(Stored data)

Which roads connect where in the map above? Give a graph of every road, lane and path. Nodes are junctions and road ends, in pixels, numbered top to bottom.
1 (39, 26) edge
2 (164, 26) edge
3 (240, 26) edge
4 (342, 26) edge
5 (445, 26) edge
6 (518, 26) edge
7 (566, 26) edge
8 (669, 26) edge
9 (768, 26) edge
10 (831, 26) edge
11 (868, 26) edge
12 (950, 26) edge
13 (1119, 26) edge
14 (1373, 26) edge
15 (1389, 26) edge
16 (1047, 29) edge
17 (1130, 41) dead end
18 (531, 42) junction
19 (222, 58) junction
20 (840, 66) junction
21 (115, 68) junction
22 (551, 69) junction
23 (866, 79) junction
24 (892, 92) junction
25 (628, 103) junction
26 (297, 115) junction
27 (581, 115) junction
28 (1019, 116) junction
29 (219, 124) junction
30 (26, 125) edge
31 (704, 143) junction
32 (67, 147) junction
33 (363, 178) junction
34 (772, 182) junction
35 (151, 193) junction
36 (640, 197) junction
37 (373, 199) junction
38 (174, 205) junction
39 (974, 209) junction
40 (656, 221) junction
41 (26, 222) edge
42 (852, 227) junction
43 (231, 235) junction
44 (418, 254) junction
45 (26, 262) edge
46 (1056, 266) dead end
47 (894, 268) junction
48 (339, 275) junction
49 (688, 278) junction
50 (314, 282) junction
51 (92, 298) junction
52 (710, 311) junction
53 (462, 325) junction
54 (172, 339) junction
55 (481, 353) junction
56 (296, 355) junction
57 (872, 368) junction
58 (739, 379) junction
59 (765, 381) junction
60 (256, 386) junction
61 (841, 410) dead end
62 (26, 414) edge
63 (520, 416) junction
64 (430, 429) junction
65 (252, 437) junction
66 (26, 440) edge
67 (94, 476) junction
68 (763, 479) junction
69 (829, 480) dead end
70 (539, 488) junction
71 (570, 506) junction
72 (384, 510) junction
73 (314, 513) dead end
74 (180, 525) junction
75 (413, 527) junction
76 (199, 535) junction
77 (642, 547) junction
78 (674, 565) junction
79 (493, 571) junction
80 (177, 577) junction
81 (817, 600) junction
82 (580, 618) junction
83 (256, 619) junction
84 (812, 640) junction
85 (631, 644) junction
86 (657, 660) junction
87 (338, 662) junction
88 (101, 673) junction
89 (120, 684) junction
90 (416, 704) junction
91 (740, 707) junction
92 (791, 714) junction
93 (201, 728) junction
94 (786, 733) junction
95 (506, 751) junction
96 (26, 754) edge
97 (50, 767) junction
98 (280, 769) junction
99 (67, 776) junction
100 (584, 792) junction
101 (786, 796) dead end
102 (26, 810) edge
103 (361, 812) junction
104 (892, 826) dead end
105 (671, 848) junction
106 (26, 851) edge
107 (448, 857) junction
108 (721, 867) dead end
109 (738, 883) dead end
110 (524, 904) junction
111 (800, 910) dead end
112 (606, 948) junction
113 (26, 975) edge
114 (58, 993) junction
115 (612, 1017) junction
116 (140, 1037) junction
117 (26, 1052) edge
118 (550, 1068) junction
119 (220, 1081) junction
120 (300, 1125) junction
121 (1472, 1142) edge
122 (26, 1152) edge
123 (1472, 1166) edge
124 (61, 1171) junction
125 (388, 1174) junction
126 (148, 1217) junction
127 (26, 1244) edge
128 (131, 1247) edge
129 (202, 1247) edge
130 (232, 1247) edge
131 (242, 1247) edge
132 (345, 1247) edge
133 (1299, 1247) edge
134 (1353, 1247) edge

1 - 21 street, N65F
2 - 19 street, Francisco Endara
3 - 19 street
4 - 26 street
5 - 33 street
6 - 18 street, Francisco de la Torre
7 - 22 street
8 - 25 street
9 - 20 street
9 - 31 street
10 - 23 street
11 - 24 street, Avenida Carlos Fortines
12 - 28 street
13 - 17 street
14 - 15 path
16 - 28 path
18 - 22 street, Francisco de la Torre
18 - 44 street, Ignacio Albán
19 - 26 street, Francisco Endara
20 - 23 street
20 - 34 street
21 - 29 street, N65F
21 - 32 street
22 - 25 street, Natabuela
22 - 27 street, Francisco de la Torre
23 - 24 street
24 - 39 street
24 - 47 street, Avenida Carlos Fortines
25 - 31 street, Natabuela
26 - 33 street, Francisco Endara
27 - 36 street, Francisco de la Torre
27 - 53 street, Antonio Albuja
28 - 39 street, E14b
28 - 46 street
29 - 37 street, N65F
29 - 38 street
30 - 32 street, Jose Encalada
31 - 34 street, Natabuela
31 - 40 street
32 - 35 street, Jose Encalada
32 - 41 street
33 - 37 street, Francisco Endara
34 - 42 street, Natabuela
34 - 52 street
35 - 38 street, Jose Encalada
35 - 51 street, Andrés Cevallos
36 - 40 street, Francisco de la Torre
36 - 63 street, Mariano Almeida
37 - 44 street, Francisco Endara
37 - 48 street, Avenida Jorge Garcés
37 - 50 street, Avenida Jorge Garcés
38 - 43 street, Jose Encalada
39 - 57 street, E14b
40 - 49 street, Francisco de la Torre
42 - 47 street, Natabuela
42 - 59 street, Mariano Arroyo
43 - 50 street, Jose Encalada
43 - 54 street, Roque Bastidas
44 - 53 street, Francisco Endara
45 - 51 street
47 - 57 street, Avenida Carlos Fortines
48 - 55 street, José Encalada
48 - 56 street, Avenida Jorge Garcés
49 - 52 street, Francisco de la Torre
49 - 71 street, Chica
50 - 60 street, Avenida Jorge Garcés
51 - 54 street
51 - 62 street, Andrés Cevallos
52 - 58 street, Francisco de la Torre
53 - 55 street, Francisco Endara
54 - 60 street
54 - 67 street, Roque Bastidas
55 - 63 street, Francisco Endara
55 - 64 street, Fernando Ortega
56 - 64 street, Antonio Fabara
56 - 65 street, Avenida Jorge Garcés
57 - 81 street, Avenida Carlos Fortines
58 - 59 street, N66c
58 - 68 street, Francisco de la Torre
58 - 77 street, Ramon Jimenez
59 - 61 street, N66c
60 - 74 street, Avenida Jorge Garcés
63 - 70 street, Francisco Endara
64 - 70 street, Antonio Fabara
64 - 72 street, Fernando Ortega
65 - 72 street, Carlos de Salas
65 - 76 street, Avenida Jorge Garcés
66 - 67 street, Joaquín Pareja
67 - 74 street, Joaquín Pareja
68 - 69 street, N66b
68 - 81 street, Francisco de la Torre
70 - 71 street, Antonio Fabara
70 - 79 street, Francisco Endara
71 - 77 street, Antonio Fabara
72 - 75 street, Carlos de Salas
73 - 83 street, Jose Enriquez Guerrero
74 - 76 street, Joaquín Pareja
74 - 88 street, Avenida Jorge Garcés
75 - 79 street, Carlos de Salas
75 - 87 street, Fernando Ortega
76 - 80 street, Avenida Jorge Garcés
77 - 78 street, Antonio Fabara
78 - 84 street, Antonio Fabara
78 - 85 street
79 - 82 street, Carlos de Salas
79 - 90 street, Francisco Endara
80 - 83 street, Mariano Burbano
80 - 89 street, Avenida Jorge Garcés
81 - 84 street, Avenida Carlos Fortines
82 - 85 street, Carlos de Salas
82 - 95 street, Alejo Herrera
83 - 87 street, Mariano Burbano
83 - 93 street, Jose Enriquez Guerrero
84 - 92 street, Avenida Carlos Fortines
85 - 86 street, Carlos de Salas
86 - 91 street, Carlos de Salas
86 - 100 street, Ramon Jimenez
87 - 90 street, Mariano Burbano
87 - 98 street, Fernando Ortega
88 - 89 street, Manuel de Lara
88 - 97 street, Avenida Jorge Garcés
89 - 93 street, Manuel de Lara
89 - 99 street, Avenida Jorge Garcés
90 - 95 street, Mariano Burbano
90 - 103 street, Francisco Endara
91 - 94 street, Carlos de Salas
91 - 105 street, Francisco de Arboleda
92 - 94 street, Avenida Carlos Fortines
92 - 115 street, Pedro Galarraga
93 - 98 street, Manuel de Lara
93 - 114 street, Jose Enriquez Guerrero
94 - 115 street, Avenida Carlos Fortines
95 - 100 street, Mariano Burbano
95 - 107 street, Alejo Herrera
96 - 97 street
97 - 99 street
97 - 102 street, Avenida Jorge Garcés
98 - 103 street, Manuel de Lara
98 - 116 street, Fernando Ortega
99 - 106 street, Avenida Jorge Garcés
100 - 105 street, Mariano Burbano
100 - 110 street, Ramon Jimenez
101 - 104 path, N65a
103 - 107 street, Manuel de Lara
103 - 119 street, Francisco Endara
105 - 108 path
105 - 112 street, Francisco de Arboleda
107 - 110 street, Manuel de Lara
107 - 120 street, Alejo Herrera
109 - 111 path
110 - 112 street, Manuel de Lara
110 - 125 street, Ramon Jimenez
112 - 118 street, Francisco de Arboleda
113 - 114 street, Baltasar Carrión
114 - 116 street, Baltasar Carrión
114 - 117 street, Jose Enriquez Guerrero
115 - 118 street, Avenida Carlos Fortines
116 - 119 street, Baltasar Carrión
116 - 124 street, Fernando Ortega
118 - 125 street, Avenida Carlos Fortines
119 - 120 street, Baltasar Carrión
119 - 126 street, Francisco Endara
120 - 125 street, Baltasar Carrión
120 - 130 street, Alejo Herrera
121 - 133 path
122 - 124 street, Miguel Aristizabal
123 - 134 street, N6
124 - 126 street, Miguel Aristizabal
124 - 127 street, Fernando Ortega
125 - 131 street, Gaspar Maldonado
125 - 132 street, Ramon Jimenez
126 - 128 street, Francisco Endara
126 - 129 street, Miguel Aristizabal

--- YOUR ASSIGNMENT ---
Report every line in the data above in which the word "Jose" appears.

--- OUTPUT FOR THIS EXERCISE ---
30 - 32 street, Jose Encalada
32 - 35 street, Jose Encalada
35 - 38 street, Jose Encalada
38 - 43 street, Jose Encalada
43 - 50 street, Jose Encalada
73 - 83 street, Jose Enriquez Guerrero
83 - 93 street, Jose Enriquez Guerrero
93 - 114 street, Jose Enriquez Guerrero
114 - 117 street, Jose Enriquez Guerrero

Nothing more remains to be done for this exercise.